Dataset items
··········

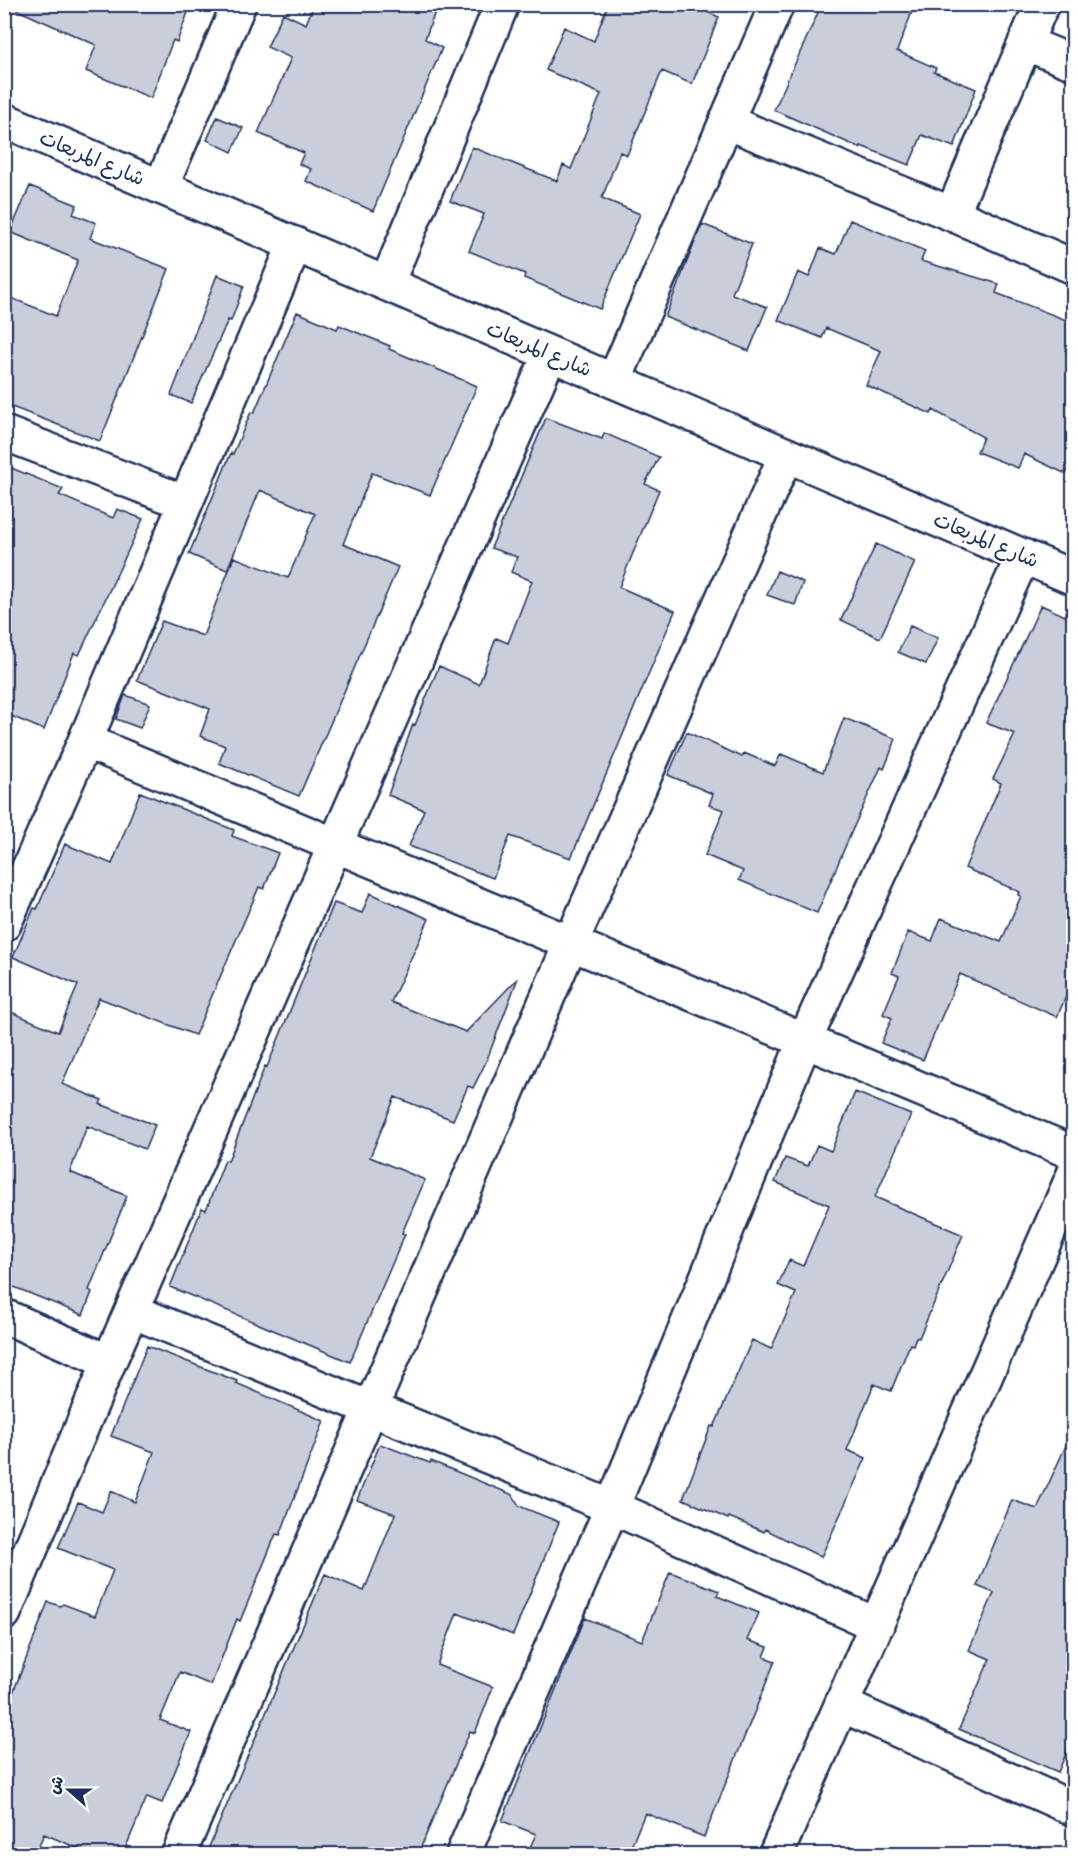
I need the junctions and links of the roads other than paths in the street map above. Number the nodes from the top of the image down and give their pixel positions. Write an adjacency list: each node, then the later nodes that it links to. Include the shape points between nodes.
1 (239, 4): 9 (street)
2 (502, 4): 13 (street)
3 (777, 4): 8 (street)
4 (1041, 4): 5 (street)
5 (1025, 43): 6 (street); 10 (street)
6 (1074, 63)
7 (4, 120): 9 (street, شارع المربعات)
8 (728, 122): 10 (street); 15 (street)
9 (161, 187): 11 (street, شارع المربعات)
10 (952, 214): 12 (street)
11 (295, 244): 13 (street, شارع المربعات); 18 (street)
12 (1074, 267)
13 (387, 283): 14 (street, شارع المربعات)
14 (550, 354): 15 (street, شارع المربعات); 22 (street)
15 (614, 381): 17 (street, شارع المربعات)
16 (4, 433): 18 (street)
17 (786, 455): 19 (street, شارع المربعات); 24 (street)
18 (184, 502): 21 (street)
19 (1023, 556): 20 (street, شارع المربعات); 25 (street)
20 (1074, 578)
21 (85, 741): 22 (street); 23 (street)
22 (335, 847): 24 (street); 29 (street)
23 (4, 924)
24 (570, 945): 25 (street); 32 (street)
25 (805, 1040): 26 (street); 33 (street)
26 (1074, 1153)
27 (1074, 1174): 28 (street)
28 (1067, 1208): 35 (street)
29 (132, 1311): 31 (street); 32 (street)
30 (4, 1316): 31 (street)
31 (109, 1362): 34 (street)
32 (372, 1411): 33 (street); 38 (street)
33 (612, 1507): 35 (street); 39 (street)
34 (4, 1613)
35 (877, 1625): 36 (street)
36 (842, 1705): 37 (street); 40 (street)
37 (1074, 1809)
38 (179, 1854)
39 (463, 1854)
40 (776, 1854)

··········

■ **WHAT YOU ARE ASKED TO DO**: Give the records back exactly, with no pictures.

■ **THE COMPLETED TASK**:
I need the junctions and links of the roads other than paths in the street map above. Number the nodes from the top of the image down and give their pixel positions. Write an adjacency list: each node, then the later nodes that it links to. Include the shape points between nodes.
1 (239, 4): 9 (street)
2 (502, 4): 13 (street)
3 (777, 4): 8 (street)
4 (1041, 4): 5 (street)
5 (1025, 43): 6 (street); 10 (street)
6 (1074, 63)
7 (4, 120): 9 (street, شارع المربعات)
8 (728, 122): 10 (street); 15 (street)
9 (161, 187): 11 (street, شارع المربعات)
10 (952, 214): 12 (street)
11 (295, 244): 13 (street, شارع المربعات); 18 (street)
12 (1074, 267)
13 (387, 283): 14 (street, شارع المربعات)
14 (550, 354): 15 (street, شارع المربعات); 22 (street)
15 (614, 381): 17 (street, شارع المربعات)
16 (4, 433): 18 (street)
17 (786, 455): 19 (street, شارع المربعات); 24 (street)
18 (184, 502): 21 (street)
19 (1023, 556): 20 (street, شارع المربعات); 25 (street)
20 (1074, 578)
21 (85, 741): 22 (street); 23 (street)
22 (335, 847): 24 (street); 29 (street)
23 (4, 924)
24 (570, 945): 25 (street); 32 (street)
25 (805, 1040): 26 (street); 33 (street)
26 (1074, 1153)
27 (1074, 1174): 28 (street)
28 (1067, 1208): 35 (street)
29 (132, 1311): 31 (street); 32 (street)
30 (4, 1316): 31 (street)
31 (109, 1362): 34 (street)
32 (372, 1411): 33 (street); 38 (street)
33 (612, 1507): 35 (street); 39 (street)
34 (4, 1613)
35 (877, 1625): 36 (street)
36 (842, 1705): 37 (street); 40 (street)
37 (1074, 1809)
38 (179, 1854)
39 (463, 1854)
40 (776, 1854)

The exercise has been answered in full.